Cuphead has been one of the most eye-catching games at E3 for the last several years. Studio MDHR’s platformer, meticulously hand-drawn to look like a 1930s cartoon, will finally arrive on September 29 for Xbox One and Windows PC. PlayStation owners will be out of luck, however, as the developers recently confirmed that Cuphead will remain a lifelong Microsoft exclusive.
Responding to a fan question on NeoGAF following a recent Games Radar post (via Polygon) about the development process, the developer confirmed that Cuphead will remain an Xbox/PC exclusive, coming first to Steam and the Windows Store, with a GOG version to follow later. They added that there will likely be Mac and Linux versions down the road, but the game will never come to PlayStation 4 or any other consoles.
Although Microsoft does retain publishing rights, having prominently supported Cuphead‘s development for several years now, Studio MDHR does still own the IP, which they clarified at the end of the above comment. Specifying their ownership of the IP and the specific phrasing of the response (“Yes, this Cuphead game …”) would suggest that the developer is open to bringing any sequels to other platforms, assuming the first game lives up to its long-simmering hype.

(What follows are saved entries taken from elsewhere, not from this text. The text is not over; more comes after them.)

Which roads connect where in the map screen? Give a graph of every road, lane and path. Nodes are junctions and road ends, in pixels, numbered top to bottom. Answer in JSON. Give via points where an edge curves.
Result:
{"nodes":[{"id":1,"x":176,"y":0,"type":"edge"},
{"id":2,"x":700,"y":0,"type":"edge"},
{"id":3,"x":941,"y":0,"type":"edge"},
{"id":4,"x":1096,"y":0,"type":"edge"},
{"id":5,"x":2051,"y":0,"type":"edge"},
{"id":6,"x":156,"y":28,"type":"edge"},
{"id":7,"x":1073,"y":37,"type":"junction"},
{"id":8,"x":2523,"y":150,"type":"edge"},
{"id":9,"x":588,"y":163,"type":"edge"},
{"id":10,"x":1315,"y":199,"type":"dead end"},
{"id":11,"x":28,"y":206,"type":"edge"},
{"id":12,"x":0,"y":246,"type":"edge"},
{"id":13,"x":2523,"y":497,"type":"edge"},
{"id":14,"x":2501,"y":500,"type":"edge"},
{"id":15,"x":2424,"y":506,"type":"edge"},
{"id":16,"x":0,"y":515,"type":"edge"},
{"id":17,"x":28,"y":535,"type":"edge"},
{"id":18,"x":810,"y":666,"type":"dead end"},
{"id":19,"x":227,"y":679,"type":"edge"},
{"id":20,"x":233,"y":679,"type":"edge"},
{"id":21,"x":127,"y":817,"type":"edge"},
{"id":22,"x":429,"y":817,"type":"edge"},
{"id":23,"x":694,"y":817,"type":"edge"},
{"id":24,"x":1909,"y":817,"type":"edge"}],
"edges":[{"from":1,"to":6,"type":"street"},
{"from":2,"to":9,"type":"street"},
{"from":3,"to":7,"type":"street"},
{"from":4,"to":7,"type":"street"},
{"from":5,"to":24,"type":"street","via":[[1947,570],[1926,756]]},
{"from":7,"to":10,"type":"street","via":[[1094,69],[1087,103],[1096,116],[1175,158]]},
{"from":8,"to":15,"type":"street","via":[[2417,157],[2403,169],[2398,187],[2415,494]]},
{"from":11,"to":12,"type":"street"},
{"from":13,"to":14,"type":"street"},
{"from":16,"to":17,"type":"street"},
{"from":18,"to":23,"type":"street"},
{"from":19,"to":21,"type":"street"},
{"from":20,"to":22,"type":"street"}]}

After starting development in 2010, Cuphead debuted at E3 2014 during Microsoft’s press conference. It was playable at the show in the following year, but eager fans were disappointed to learn that the game as it was conceived then would only contain boss fights, without platforming levels to break them up. The team responded in kind, going back to the drawing board to flesh the game out to match player expectations.
With such a small team and the time required to make bespoke animations, this pushed the game’s release timeline back for several years. That expanded vision is actually closer to the team’s original intention for the game, which had previously been scaled down to just boss fights in order to keep it manageable for a team of three working on weekends. The overwhelming excitement the project received, however, primarily for its striking aesthetic, encouraged them to go back and make the game they had wanted to from the start.